The role of the mesenchyme in mouse neural fold elevation. I. Patterns of mesenchymal cell distribution and proliferation in embryos developing in vitro

Using the computer‐assisted method of smoothed spatial averaging, spatial and temporal patterns of cell distribution and mitotic activity were analyzed in the cranial mesenchyme underlying the mesencephalic neural folds of mouse embryos maintained in roller tube culture. Total cell density increased in central and medial mesenchymal regions after 12 hr in culture, decreased after 18 hr, and showed a further decrease after 2 hr when the neural folds of the embryos had elevated, converged, and were fusing or fused. Mitotic activity, as measured by the ratio of 3 H‐thymidine‐labeled cells to unlabeled cells, was highest in the central mesenchyme at all culture times.
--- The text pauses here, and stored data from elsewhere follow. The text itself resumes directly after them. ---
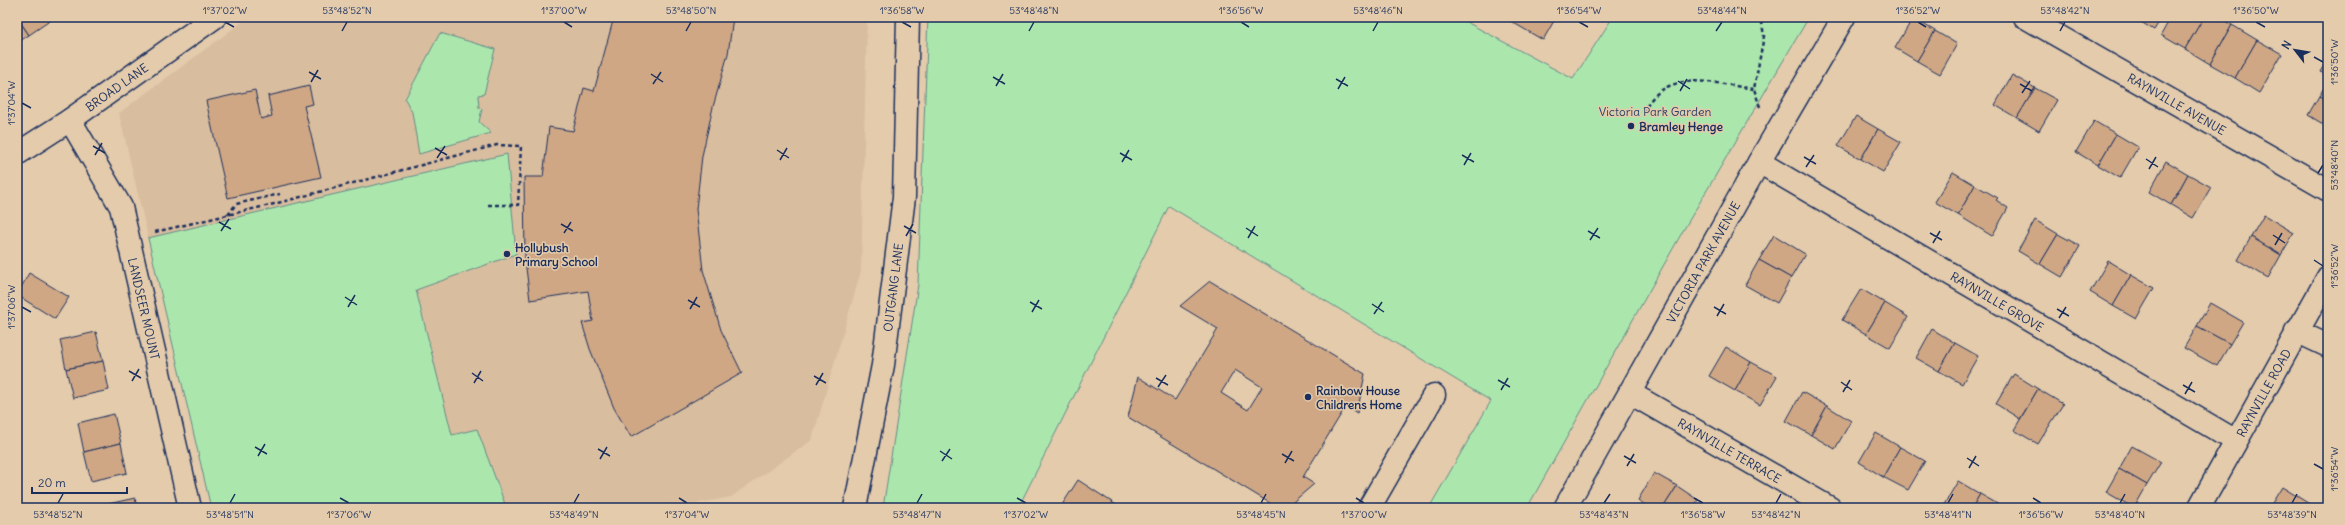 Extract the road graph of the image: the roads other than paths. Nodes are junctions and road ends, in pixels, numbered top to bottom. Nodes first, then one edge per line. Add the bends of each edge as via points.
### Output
1 (215, 17) edge
2 (908, 17) edge
3 (1844, 17) edge
4 (2025, 17) edge
5 (70, 120) junction
6 (17, 154) edge
7 (1759, 162) junction
8 (2328, 190) edge
9 (2328, 277) edge
10 (2296, 331) junction
11 (2328, 346) edge
12 (1630, 393) junction
13 (1434, 395) dead end
14 (2236, 441) junction
15 (190, 508) edge
16 (855, 508) edge
17 (1369, 508) edge
18 (1565, 508) edge
19 (1830, 508) edge
20 (2199, 508) edge

1 - 5 street, BROAD LANE
2 - 16 street, OUTGANG LANE via 904,197 883,364
3 - 7 street, VICTORIA PARK AVENUE
4 - 8 street, RAYNVILLE AVENUE
5 - 6 street, BROAD LANE
5 - 15 street, LANDSEER MOUNT via 121,207
7 - 12 street, VICTORIA PARK AVENUE
7 - 14 street, RAYNVILLE GROVE
9 - 10 street, RAYNVILLE ROAD
10 - 11 street
10 - 14 street, RAYNVILLE ROAD
12 - 18 street, VICTORIA PARK AVENUE
12 - 19 street, RAYNVILLE TERRACE
13 - 17 street
14 - 20 street, RAYNVILLE ROAD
Embryos were also cultured in the presence of diazo‐oxo‐norleucine (DON), which inhibits glycosaminoglycan and glycoprotein synthesis. After 24 hr in culture, neural folds of DON‐treated embryos had failed to elevate. Total cell density increased in central and medial regions of the mesenchyme of DON‐treated folds at 12 hr but showed no significant decrease in these regions with further culture. Mitotic activity was highest in the central mesenchyme of these treated embryos. These results suggest that cell distribution patterns observed in the cranial mesenchyme during neural fold elevation in normal cultured embryos are not produced by regional differences in mitotic activity. Rather, we propose that cell distribution patterns in the central and medial regions of the mesenchyme result from expansion of a glycosaminoglycan‐rich extracellular matrix that disperses cells from these regions and decreases their density. In DON‐treated embryos, in which expansion of the mesenchyme is prohibited by the decreased glycosaminoglycan and glycoprotein content of the extracellular matrix, mitotic activity apparently determines these patterns.